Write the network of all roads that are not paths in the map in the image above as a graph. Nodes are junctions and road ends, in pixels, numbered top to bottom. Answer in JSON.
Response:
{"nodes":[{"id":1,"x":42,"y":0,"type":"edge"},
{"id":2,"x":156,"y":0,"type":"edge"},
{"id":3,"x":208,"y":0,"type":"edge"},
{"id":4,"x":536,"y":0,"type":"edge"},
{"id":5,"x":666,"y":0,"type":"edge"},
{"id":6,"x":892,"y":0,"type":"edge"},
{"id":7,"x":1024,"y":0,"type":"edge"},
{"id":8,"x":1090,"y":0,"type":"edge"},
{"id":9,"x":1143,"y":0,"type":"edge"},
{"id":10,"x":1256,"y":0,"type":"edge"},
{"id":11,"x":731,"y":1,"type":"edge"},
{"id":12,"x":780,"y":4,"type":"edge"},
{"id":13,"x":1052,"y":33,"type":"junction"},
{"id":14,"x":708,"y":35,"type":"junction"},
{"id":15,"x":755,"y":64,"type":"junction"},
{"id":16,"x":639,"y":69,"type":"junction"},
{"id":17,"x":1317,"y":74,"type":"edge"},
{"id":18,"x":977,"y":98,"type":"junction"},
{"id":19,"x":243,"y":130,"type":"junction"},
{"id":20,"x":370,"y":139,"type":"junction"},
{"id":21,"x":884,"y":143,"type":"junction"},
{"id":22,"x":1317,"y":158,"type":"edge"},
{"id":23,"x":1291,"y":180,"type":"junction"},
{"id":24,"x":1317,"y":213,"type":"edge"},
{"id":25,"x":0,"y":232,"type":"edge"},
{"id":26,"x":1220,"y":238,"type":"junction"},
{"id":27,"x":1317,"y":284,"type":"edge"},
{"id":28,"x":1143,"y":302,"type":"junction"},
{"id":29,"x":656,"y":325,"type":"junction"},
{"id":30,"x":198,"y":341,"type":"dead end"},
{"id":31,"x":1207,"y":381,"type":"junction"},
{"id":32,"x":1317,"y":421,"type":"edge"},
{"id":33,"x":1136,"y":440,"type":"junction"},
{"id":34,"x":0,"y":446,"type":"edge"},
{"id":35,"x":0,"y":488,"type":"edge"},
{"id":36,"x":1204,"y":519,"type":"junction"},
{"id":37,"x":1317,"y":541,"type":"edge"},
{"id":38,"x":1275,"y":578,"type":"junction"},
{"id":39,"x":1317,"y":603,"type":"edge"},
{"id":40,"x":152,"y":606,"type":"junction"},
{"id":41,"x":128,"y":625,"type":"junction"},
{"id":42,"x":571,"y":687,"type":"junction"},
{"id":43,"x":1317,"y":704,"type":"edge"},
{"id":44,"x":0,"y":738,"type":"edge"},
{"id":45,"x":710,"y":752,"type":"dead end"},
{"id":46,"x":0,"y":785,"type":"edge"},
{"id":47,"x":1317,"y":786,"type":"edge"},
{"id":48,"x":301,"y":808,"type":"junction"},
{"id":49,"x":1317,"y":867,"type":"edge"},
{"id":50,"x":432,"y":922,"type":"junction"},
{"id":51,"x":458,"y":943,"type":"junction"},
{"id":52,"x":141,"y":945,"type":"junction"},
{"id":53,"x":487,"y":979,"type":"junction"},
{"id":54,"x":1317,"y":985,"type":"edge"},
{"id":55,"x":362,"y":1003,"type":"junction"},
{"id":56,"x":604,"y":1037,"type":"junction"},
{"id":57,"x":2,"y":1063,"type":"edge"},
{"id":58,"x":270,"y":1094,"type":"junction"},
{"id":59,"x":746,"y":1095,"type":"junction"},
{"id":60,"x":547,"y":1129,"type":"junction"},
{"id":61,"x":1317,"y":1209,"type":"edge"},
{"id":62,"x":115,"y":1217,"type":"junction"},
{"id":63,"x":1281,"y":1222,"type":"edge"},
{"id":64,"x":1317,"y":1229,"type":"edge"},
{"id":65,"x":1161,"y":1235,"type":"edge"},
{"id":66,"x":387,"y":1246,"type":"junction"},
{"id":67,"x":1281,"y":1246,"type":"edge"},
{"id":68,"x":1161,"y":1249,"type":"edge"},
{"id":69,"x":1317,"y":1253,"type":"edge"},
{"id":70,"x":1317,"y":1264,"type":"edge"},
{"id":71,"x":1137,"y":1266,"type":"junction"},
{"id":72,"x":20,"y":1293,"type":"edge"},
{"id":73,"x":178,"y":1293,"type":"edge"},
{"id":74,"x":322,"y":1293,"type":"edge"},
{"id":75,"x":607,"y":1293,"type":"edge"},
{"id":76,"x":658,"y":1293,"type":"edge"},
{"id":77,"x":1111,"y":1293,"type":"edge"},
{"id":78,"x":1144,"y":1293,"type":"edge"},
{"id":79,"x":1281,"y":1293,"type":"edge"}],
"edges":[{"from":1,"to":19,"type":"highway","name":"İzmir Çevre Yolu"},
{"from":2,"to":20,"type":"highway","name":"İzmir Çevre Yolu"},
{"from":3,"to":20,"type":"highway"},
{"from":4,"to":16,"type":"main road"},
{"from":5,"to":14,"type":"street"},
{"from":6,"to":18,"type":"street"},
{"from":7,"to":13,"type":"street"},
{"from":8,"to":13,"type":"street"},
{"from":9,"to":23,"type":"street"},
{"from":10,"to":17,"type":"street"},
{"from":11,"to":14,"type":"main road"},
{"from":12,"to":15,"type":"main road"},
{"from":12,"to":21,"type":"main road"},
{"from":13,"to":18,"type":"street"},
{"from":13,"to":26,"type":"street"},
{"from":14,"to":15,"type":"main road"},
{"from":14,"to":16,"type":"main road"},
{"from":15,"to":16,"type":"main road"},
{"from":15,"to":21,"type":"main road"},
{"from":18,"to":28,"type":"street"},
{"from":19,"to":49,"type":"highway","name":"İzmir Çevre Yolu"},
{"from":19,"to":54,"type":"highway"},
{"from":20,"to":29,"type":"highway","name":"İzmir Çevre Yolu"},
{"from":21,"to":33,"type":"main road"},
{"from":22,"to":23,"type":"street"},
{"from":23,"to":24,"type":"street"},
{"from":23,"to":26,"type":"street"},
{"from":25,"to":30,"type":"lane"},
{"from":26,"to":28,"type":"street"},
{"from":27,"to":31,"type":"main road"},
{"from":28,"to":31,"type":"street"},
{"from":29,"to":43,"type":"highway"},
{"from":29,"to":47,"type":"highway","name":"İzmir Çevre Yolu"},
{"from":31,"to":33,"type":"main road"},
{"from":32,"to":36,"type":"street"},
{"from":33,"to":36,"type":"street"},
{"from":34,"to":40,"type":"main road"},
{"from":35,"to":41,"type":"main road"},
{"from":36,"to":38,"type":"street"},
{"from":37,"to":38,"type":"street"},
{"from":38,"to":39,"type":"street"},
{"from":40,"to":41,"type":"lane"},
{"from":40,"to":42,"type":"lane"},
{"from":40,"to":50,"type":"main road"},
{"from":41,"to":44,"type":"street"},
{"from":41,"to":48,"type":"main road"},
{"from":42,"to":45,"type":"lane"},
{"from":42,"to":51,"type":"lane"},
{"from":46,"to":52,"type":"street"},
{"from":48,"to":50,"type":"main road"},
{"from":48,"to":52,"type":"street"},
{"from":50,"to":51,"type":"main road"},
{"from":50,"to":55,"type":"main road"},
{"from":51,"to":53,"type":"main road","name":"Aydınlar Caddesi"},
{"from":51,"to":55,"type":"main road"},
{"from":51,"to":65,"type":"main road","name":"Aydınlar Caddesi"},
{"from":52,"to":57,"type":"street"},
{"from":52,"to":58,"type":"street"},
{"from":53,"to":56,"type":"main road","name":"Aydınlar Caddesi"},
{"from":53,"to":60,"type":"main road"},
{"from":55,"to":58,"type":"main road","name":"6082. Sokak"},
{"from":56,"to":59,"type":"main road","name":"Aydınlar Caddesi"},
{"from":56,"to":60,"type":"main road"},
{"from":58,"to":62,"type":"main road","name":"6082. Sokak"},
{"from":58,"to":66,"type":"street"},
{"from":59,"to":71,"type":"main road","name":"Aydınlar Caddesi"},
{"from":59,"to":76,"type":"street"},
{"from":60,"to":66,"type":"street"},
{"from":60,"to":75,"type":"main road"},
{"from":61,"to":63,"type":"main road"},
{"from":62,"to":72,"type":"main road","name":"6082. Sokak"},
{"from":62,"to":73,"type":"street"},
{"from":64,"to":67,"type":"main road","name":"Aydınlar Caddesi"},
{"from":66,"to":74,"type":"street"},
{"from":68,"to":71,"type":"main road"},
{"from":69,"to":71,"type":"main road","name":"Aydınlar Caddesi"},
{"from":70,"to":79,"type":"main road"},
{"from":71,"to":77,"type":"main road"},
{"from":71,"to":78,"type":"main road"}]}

================================

EXERCISE REQUIREMENTS - Report every line from the listing above where the string "dead" can be found.

TASK RESULT -
{"id":30,"x":198,"y":341,"type":"dead end"},
{"id":45,"x":710,"y":752,"type":"dead end"},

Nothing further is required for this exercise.